Friday, 22 April 2011

Showjumping and sunburn

I'm sorry I haven't been about, my laptop seems to have had a mid-life crisis and wouldn't even switch on. I don't know what the matter is, but I think we may be looking for a new one fairly soon.
Anyway, regarding the showjumping on Sunday: The first thing I must tell you is that when we did the first Amber Valley Ride, Zak had cut himself on the lorry partition somehow. The wound is on his hip, which is well above the partition, but he must practically sit down as we go round corners or something, and rubbed himself until he made himself bleed. Poor, poor boy.
So we travelled to Trent Valley Equestrian Centre on Sunday for Mr O to take part in the second round of the Trailblazers. Zak seemed to stamp about a bit in the lorry but was fine as soon as we came out. We'd put purple spray on his wound and padded it up to travel, so it was fine.
It was a very hot day. To our astonishment they were holding first round qualifiers as well as second round classes. This round is split into pony classes, which were held in the morning, and horse classes, which were held in the afternoon. By the time we got there there were still two pony classes to go. They changed the course after each round, and each round had a jump-off, so it went on forever.
Eventually the horse classes started. They split horses and ponies because ponies have a distinct speed advantage over horses because they can turn on a sixpence and cut corners which would make a horse fall over, so this is much fairer.
So once again there was a 65cm class, for round one, followed by a jump off, then they changed the course and had the 65cm second round class, so by the time our class started, we'd been there for three hours. It was incredibly hot and Zak had lost interest a bit by then.
Mr O took him into the warm-up ring and they jumped the cross pole quite well. They went round a couple of times, then went for the bigger fence. I'm not quite sure what happened, but basically Zak didn't want to know, stopped dead in front of it and Mr O went sailing over the fence.
I had one of those crisis moments where I didn't know whether to run to Mr O or try to catch Zak. Fortunately Zak couldn't get out of the ring and some people caught him so I went to Mr O. He said he wasn't hurt and got back on and in the end Zak jumped the fence.
I did tell Mr O not to be a passenger and to ride Zak and get after him.
They went in for their turn and Zak lolled around a bit and had the first fence down.

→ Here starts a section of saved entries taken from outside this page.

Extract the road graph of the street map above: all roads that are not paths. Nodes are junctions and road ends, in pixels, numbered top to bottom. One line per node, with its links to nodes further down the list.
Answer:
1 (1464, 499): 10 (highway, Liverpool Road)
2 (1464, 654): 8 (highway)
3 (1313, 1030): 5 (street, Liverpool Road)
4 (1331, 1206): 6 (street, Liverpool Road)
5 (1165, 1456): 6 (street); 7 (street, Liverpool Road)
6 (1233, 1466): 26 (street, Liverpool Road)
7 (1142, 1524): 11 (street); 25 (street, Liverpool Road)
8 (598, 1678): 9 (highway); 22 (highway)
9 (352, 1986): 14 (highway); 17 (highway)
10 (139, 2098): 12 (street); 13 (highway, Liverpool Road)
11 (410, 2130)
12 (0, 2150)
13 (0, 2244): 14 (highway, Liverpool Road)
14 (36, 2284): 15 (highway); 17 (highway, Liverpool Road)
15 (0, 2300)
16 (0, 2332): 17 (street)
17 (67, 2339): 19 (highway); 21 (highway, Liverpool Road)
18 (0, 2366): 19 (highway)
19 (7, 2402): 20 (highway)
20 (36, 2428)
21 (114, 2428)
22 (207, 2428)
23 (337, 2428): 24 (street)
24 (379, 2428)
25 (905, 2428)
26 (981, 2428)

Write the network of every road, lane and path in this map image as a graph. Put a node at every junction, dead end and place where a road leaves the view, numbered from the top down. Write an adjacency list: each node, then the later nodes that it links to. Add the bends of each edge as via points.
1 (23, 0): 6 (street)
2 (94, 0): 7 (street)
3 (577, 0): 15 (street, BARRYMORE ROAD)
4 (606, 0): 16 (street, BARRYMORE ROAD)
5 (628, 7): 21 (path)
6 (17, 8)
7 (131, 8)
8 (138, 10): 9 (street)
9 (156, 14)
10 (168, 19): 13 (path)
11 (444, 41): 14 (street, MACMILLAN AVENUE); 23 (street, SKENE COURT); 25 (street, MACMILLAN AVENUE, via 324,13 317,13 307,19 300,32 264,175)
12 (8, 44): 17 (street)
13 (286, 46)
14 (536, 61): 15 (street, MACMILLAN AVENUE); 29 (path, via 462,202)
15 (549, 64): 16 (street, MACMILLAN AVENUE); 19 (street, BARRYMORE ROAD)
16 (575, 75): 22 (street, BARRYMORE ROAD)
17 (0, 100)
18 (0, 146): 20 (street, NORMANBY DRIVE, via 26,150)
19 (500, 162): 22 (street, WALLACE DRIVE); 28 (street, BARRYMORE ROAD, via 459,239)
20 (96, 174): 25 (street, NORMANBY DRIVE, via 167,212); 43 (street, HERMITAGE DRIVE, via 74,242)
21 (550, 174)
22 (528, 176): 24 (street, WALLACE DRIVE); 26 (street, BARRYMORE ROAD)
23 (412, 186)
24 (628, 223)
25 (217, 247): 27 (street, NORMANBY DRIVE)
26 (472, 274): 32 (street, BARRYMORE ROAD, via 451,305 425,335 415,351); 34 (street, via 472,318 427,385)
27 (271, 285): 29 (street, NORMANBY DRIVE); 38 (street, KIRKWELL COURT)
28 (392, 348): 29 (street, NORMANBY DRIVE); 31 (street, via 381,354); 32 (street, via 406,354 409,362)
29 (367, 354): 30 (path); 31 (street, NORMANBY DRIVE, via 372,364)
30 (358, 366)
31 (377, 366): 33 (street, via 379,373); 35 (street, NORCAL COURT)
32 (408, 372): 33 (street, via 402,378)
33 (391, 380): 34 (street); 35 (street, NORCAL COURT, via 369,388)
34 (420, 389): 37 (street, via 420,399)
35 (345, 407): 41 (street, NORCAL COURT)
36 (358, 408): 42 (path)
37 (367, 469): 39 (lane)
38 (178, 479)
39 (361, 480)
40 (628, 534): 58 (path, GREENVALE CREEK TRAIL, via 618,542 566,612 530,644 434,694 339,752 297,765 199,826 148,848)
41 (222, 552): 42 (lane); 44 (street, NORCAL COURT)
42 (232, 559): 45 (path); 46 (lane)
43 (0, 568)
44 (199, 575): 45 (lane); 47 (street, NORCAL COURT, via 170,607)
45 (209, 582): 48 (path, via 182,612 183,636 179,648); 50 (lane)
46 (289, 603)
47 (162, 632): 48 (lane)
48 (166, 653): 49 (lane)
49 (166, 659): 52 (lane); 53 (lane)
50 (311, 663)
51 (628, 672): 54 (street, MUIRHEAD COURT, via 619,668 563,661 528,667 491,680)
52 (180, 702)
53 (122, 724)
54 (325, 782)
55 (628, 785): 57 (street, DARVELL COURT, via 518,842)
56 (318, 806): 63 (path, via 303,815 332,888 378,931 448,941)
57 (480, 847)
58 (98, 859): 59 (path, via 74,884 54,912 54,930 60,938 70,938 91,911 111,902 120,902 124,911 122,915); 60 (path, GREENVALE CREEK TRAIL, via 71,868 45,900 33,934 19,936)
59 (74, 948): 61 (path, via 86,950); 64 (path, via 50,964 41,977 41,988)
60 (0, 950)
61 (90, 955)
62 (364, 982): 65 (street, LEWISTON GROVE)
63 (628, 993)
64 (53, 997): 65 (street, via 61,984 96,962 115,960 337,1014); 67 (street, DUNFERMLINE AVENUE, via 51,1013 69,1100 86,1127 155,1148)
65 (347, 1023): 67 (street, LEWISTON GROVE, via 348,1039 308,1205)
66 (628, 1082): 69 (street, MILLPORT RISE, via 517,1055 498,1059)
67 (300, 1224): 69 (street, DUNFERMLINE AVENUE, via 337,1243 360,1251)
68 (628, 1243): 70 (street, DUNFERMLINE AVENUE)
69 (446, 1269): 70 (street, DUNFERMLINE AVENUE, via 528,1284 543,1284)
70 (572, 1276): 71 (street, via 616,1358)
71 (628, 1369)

I was so cross. Then Mr O did decide to wake him up and he flew round after that. How utterly frustrating!
So he hasn't qualifed for the finals at Stoneleigh, but he can have another go at a second round, which is good, so we are going to Field House on April 30th (a Saturday for a change, so we won't miss church).
This is the first time Mr O has ever fallen off Zak (we've had him nearly 3 years) and it really worried me. If I'm being purely practical, I can't drive and don't know how we'd get home if Mr O was injured and what would we do with Zak? I guess Pongo and Missis might come and collect him in their lorry, but our lorry would have to stay there until we could collect it so it would all be a bit of a saga, not to mention what state Mr O would be in, plus time off work while he recovered. For those of you who think I'm being a bit OTT, let me tell you that we have been in this situation twice, where Mr O was helicoptored off to hospital and it's not really an experience I'd care to repeat. But I can't persuade him to give it up, so what can I do?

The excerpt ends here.